Has anyone tried something like this before?
 
Wild card characters go after the word LIKE, and between your single quotes.
Code:
"EMPLOYEE_NAME Like '*" & varString & "*'"
 
Thank you, that wasn't what I was asking.

In other words,
tblPhone may have a user named Smith, George B

and if I try to compare it against tblUsers who also has him but listed as Smith, George it won't match. An easy way to think is to do it in reverse but not possible as i'm trying to look it up to start with.
 
The wild-card bit applies only to the value you try to match to a variable, not to the variable itself. So no, you can't do what you want.
 
If you have one discrete object called Smith, George, he should not exist in two different tables such that the spellings of his name may differ. Which one is authoritative?

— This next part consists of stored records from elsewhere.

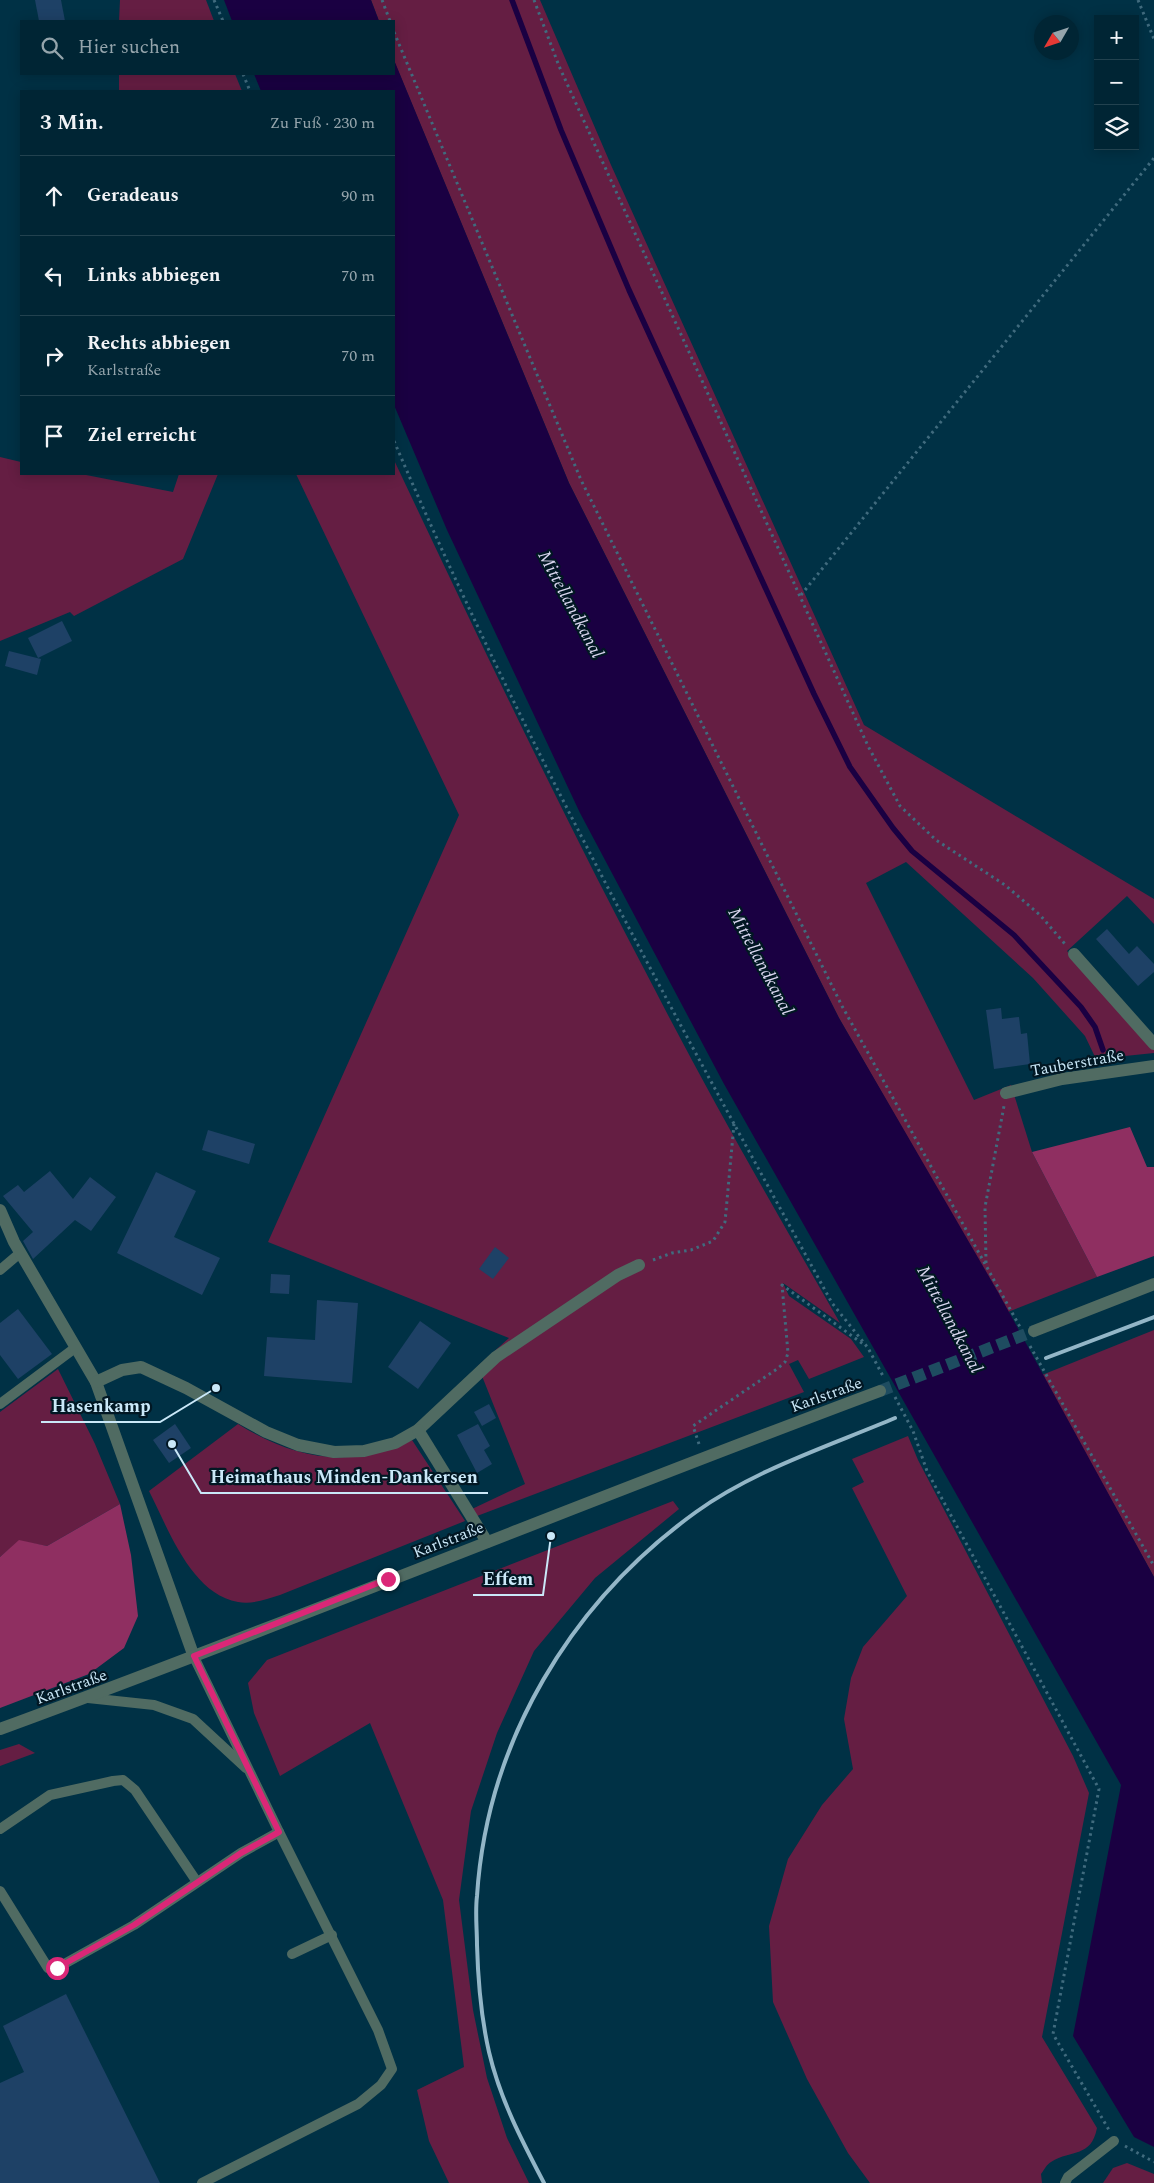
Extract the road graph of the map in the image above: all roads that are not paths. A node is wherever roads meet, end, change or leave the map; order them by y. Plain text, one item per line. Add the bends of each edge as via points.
1 (1074, 954) road end
2 (1154, 1044) edge
3 (1154, 1066) edge
4 (1006, 1093) road end
5 (0, 1210) edge
6 (20, 1253) junction
7 (639, 1265) road end
8 (0, 1270) edge
9 (1154, 1284) edge
10 (1028, 1334) tunnel mouth
11 (75, 1348) junction
12 (96, 1382) junction
13 (885, 1387) tunnel mouth
14 (0, 1404) edge
15 (418, 1430) junction
16 (487, 1542) junction
17 (194, 1656) junction
18 (86, 1698) junction
19 (0, 1730) edge
20 (250, 1772) junction
21 (0, 1830) edge
22 (279, 1832) junction
23 (198, 1882) junction
24 (0, 1891) edge
25 (332, 1935) junction
26 (292, 1954) dead end
27 (1114, 2141) road end
28 (202, 2183) edge
29 (1065, 2183) edge

1 - 2 street
3 - 4 street, Tauberstraße via 1062,1079
5 - 6 street
6 - 8 lane
6 - 11 street
7 - 15 street via 610,1280 496,1357
9 - 10 street
11 - 12 street
11 - 14 lane
12 - 15 street via 122,1370 141,1367 266,1432 298,1445 334,1452 364,1451 395,1443
12 - 17 street
13 - 16 street, Karlstraße
15 - 16 street
16 - 17 street, Karlstraße
17 - 18 street, Karlstraße
17 - 20 lane
18 - 19 street, Karlstraße
18 - 20 lane via 154,1705 193,1719
20 - 22 lane
21 - 23 lane via 50,1795 122,1780 135,1790
22 - 23 lane
22 - 25 lane
23 - 24 lane via 105,1942 52,1969 48,1968
25 - 26 lane
25 - 28 lane via 378,2030 392,2069 381,2085 358,2104
27 - 29 lane via 1068,2177

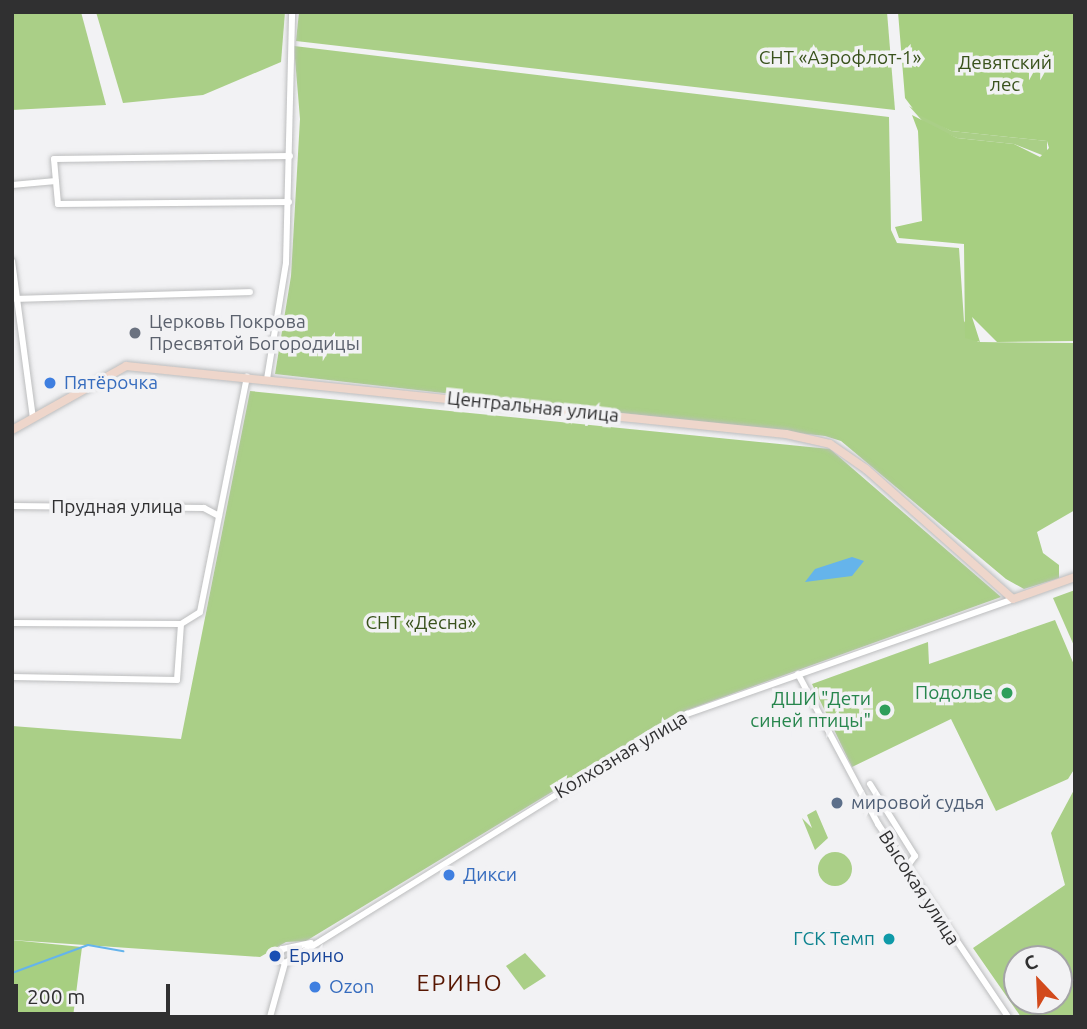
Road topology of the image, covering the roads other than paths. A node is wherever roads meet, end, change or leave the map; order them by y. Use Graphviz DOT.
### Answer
graph roads {
  1 [pos="292,12"];
  2 [pos="290,156"];
  3 [pos="56,181"];
  4 [pos="12,184"];
  5 [pos="289,202"];
  6 [pos="12,261"];
  7 [pos="250,292"];
  8 [pos="16,299"];
  9 [pos="247,377"];
  10 [pos="267,379"];
  11 [pos="33,418"];
  12 [pos="12,430"];
  13 [pos="12,506"];
  14 [pos="219,516"];
  15 [pos="1075,577"];
  16 [pos="1013,599"];
  17 [pos="12,622"];
  18 [pos="181,624"];
  19 [pos="798,674"];
  20 [pos="12,677"];
  21 [pos="870,784"];
  22 [pos="906,868"];
  23 [pos="311,943"];
  24 [pos="285,963"];
  25 [pos="270,1017"];
  26 [pos="1008,1017"];
  1 -- 2 [label="street"];
  2 -- 3 [label="street"];
  2 -- 5 [label="street"];
  3 -- 4 [label="street"];
  3 -- 5 [label="street"];
  5 -- 10 [label="street"];
  6 -- 8 [label="street"];
  7 -- 8 [label="street"];
  8 -- 11 [label="street"];
  9 -- 10 [label="street, Центральная улица"];
  9 -- 11 [label="street, Центральная улица"];
  9 -- 14 [label="street"];
  10 -- 16 [label="street, Центральная улица"];
  11 -- 12 [label="street, Центральная улица"];
  13 -- 14 [label="street, Прудная улица"];
  14 -- 18 [label="street"];
  15 -- 16 [label="street, Колхозная улица"];
  16 -- 19 [label="street, Колхозная улица"];
  17 -- 18 [label="street"];
  18 -- 20 [label="street"];
  19 -- 22 [label="street, Высокая улица"];
  19 -- 23 [label="street, Колхозная улица"];
  21 -- 22 [label="street"];
  22 -- 26 [label="street, Высокая улица"];
  23 -- 24 [label="street, Колхозная улица"];
  23 -- 24 [label="street, Колхозная улица"];
  24 -- 25 [label="street"];
}
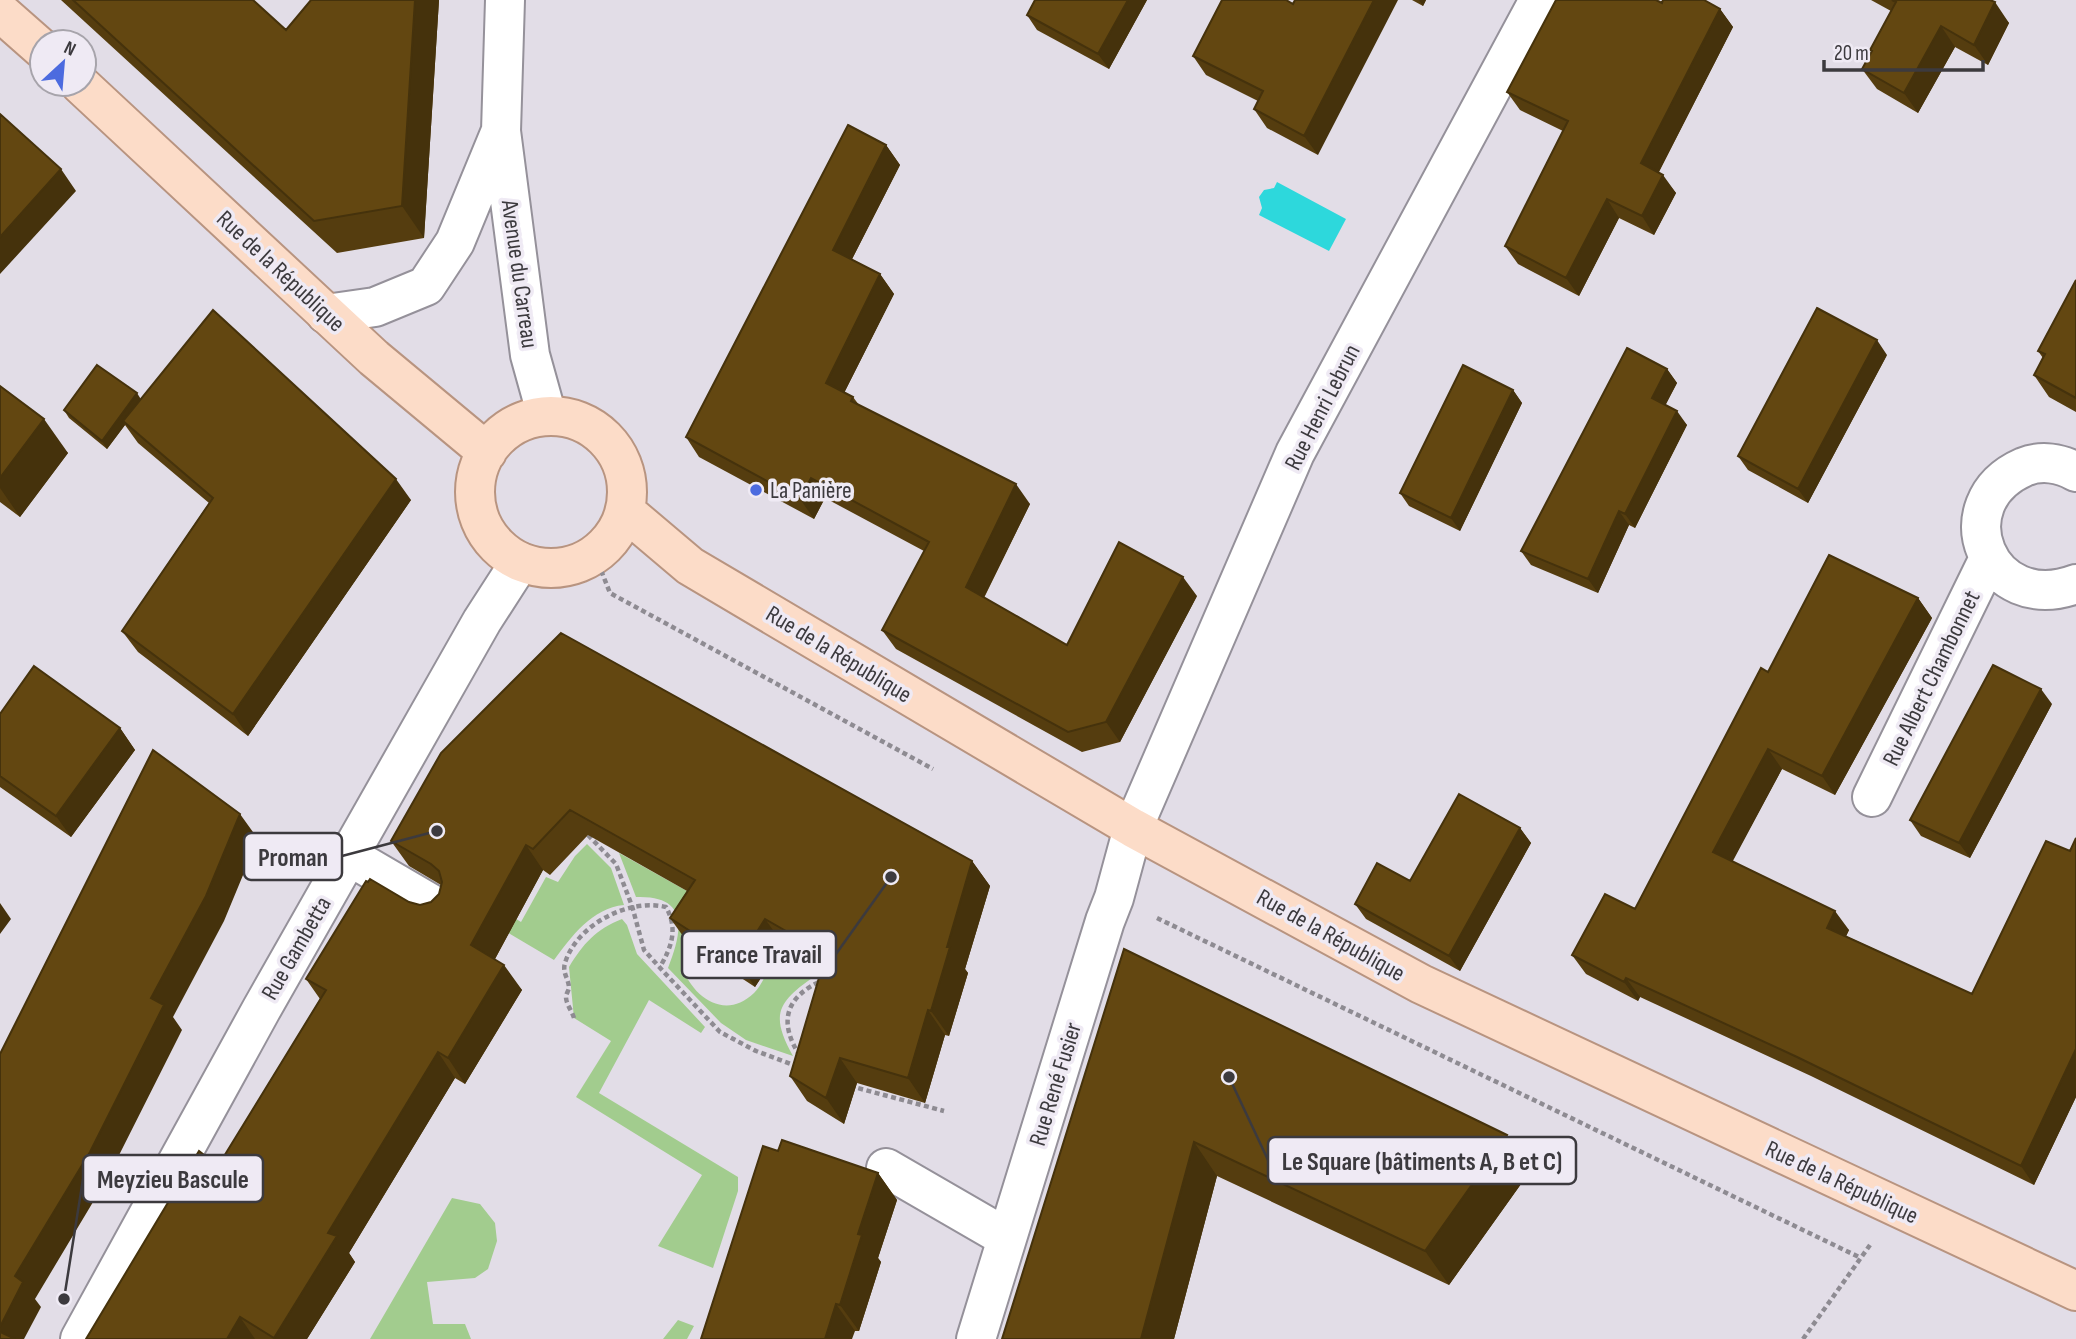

If you control both tblUsers and tblPhone, consider adding a tblPerson, and then linking to the person using a long integer key field. This will be far simpler and more reliable than the text matching scenario you describe.

But as to the wildcard matching you are asking about, you could try a where clause like . . .
Code:
"'" & varString & "' LIKE (EMPLOYEE_NAME & '*')"
I haven't tried something like that before, but if you do, I would be curious to hear if you can make it work.
 
If you have one discrete object called Smith, George, he should not exist in two different tables such that the spellings of his name may differ. Which one is authoritative?

If you control both tblUsers and tblPhone, consider adding a tblPerson, and then linking to the person using a long integer key field. This will be far simpler and more reliable than the text matching scenario you describe.
I concur with MarkK!

You should be matching against a UserID of some sort because there could more than one Smith, George and the DLookup() wildcard search will only return the very first instance.

If you're unable to use or devise a UserID for whatever reason, then you could consider matching against more than just the one field. I.e. postcode, dob etc.
 
Try the function in post 10 of this thread.

It will give you a value for the difference between the two strings. Order By the value returned from the function and the nearest matches will be at the top.
 
If you have one discrete object called Smith, George, he should not exist in two different tables such that the spellings of his name may differ. Which one is authoritative?

If you control both tblUsers and tblPhone, consider adding a tblPerson, and then linking to the person using a long integer key field. This will be far simpler and more reliable than the text matching scenario you describe.

But as to the wildcard matching you are asking about, you could try a where clause like . . .
Code:
"'" & varString & "' LIKE (EMPLOYEE_NAME & '*')"
I haven't tried something like that before, but if you do, I would be curious to hear if you can make it work.

yeah, I don't control both tables, only one. the other comes in on a regular basis that I import.

i tried the example - it just gave a null value in return.
 
Try the function in post 10 of this thread.

It will give you a value for the difference between the two strings. Order By the value returned from the function and the nearest matches will be at the top.

Now that's interesting. I ran it against my example of Smith, George B.

Using Smith, George B as the input against the table that had it as Smith, George it showed a score of 1.

Matching exact name against exact name of course scores 0.

If I match the other way around it shows me 2.2. Which makes sense as it's removing the middle initial and the space.

I suppose I could get it to pop up the 5 best matches and see what happens from there.